Among the 39 significant SNP associations spread across 11 of the 12 chromosomes, gene models associated with grain PC included biological functions linked with DNA methylation, stress (biotic and abiotic) response, hormone regulation, carbohydrate metabolism, and plant growth regulation (Table S1). In chromosome 1, PC was significantly associated with SNPs S01_36225938 and S01_32198354, which harbors gene models with roles in DNA polymerization (Os01g0730900), DNA methylation, response to salt stress (Os01g0811300), transcriptional activation of GA-dependent α-amylase expression, regulation of nutrient mobilization during germination (Os01g0812000), and trehalose biosynthetic process (Os01g0730300). In chromosome 2, gene models for modulation of gibberellin signaling pathway and regulation of plant growth (Os2g0643200) together with protein phosphatases (Os02g0617600; Os02g0224100) and lysine biosynthesis (Os02g0436400) were found to be significantly associated with SNPs S02_26708951, S02_6959467, S02_25383967, and S02_14624561, respectively. In chromosomes 4, 9, and 11, more gene models associated with grain PC were found with functions in disease response (Os04g0621500; S04_32077706, Os11g0592100; S11_24669964), salt stress response (Os04g0620700; S04_32077761), and oxidative stress response (Os09g0567300; S09_23506233). Moreover, in chromosome 8, S08_17703647 is associated with Os08g0374800, a gene model for carbohydrate kinase, which mainly functions for carbohydrate metabolism. Gene expression profiles of the candidate genes were determined in silico using the RiceXPro database [47]. Eight of these candidate genes (Os01g0729600, Os01g0730100, Os02g0644000, Os04g0547600, Os04g0548400, Os04g0561900, Os09g0385700, and Os12g0621500) were highly expressed in the endosperm. These results suggest a broad range of grain protein functions in a developing seed with roles in physiological development and defense response [13,48]. In addition, it illustrates how there are undiscovered regions in the genome associated with grain protein content regulation that can be uncovered to aid in improving grain protein concentration.
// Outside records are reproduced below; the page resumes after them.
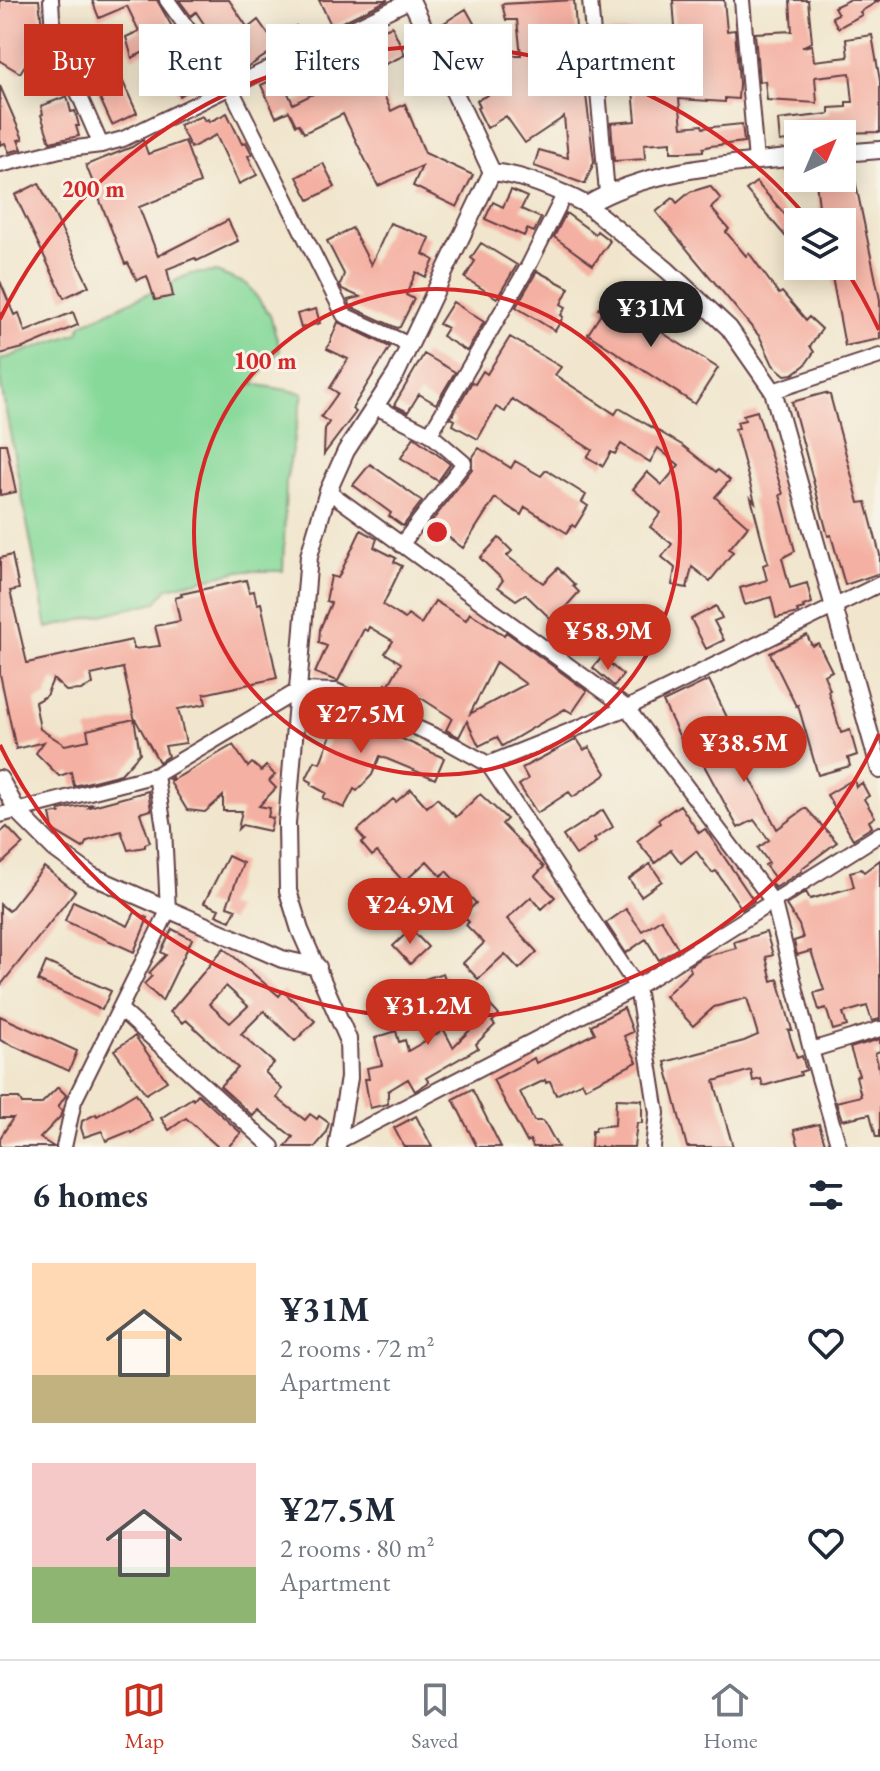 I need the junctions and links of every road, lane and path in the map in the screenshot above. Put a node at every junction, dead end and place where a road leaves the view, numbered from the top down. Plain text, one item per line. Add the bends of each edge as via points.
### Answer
1 (51, 0) edge
2 (167, 0) edge
3 (411, 0) edge
4 (590, 0) edge
5 (742, 0) edge
6 (184, 24) edge
7 (250, 80) edge
8 (216, 96) edge
9 (234, 96) edge
10 (101, 145) junction
11 (880, 150) edge
12 (856, 152) edge
13 (784, 158) edge
14 (756, 161) junction
15 (0, 165) edge
16 (492, 172) junction
17 (565, 193) junction
18 (607, 193) junction
19 (587, 205) junction
20 (410, 345) junction
21 (880, 356) edge
22 (773, 391) junction
23 (376, 407) junction
24 (430, 434) junction
25 (328, 491) junction
26 (401, 545) junction
27 (880, 584) edge
28 (833, 605) junction
29 (299, 690) junction
30 (627, 708) junction
31 (488, 764) junction
32 (880, 770) edge
33 (156, 775) junction
34 (0, 779) edge
35 (18, 812) junction
36 (0, 815) edge
37 (880, 834) edge
38 (774, 903) junction
39 (168, 911) junction
40 (318, 967) junction
41 (637, 987) junction
42 (120, 1009) junction
43 (880, 1029) edge
44 (811, 1050) junction
45 (338, 1144) edge
46 (64, 1147) edge
47 (272, 1147) edge
48 (653, 1147) edge
49 (839, 1147) edge

1 - 10 street via 53,35
2 - 6 street
3 - 7 street
3 - 16 street
4 - 18 street
5 - 14 street
8 - 10 street
9 - 20 street via 344,315
10 - 15 street
11 - 12 street
13 - 14 street
14 - 18 street via 685,170
16 - 17 street
16 - 20 street
17 - 19 street
17 - 24 street
18 - 19 street
19 - 22 street via 729,328
20 - 23 street
21 - 22 street
22 - 28 street
23 - 24 street
23 - 25 street via 346,451
24 - 26 street via 464,463
25 - 26 street
25 - 29 street via 309,556
26 - 30 street
27 - 28 street
28 - 30 street
28 - 32 street
29 - 31 street via 336,691
29 - 33 street
29 - 40 street via 287,823 288,891
30 - 31 street
30 - 38 street
31 - 41 street
33 - 35 street
33 - 39 street
34 - 35 street
35 - 36 street
35 - 39 street via 92,876
37 - 38 street
38 - 41 street
38 - 44 street
39 - 40 street via 282,959
39 - 42 street
40 - 45 street via 348,1039 349,1078
41 - 45 street
41 - 48 street via 657,1113
42 - 46 street via 74,1101
42 - 47 street
43 - 44 street
44 - 49 street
For AAC, although only SNPs suggestive of association were found, the gene models associated with these SNPs had functions related to the gene models for grain PC (Table S1). In chromosome 4, gene models associated with S04_29329808 had functions in disease and oxidative stress response (Os04g0573200). In chromosome 1, gene models for ABA biosynthesis and chlorophyll content regulation (Os01g0104600) were found to be associated with S01_253310. In addition, gene models for carbohydrate metabolism regulators (Os10g0339600) were found to be closely associated with S10_10340782. It has been reported that ABA biosynthesis and carbohydrate metabolism have vital roles in regulating grain filling rate in rice [49]. Furthermore, significant allelic effects on AAC were detected in S10_10340782. Granule-bound starch synthase (GBSS), a known enzyme that regulates starch synthesis in rice grains, is encoded by the Waxy (Wx) gene (Os06g0133000) found in chromosome 6 [50]. In this study, detection of significantly associated SNPs for this locus was only achieved using the TASSEL general linear model (GLM), but not for MLM. This is possibly due to the difference in stringency between the two models, genome coverage used, and AAC variation observed among accessions in both seasons.

5. Conclusions

The results of this study added evidence showing the complexity of grain protein and apparent amylose concentration regulation. Thirty-nine SNPs associated with milled grain PC and AAC were found on multiple chromosomes, seven of which were within previously-mapped QTL for PC in chromosomes 4, 6, 7, and 10. Novel loci with candidate gene functions that can be implicated in AAC and PC were also detected. This study increases the understanding of variation in grain PC and AAC in a diverse rice population and identifies DNA markers that can be developed to improve the efficiency with which improved grain quality traits are selected. Functional characterization of the novel candidate genes through fine-mapping, expression analyses, or gene editing is necessary to identify and validate specific genes that can be targeted for improving grain quality.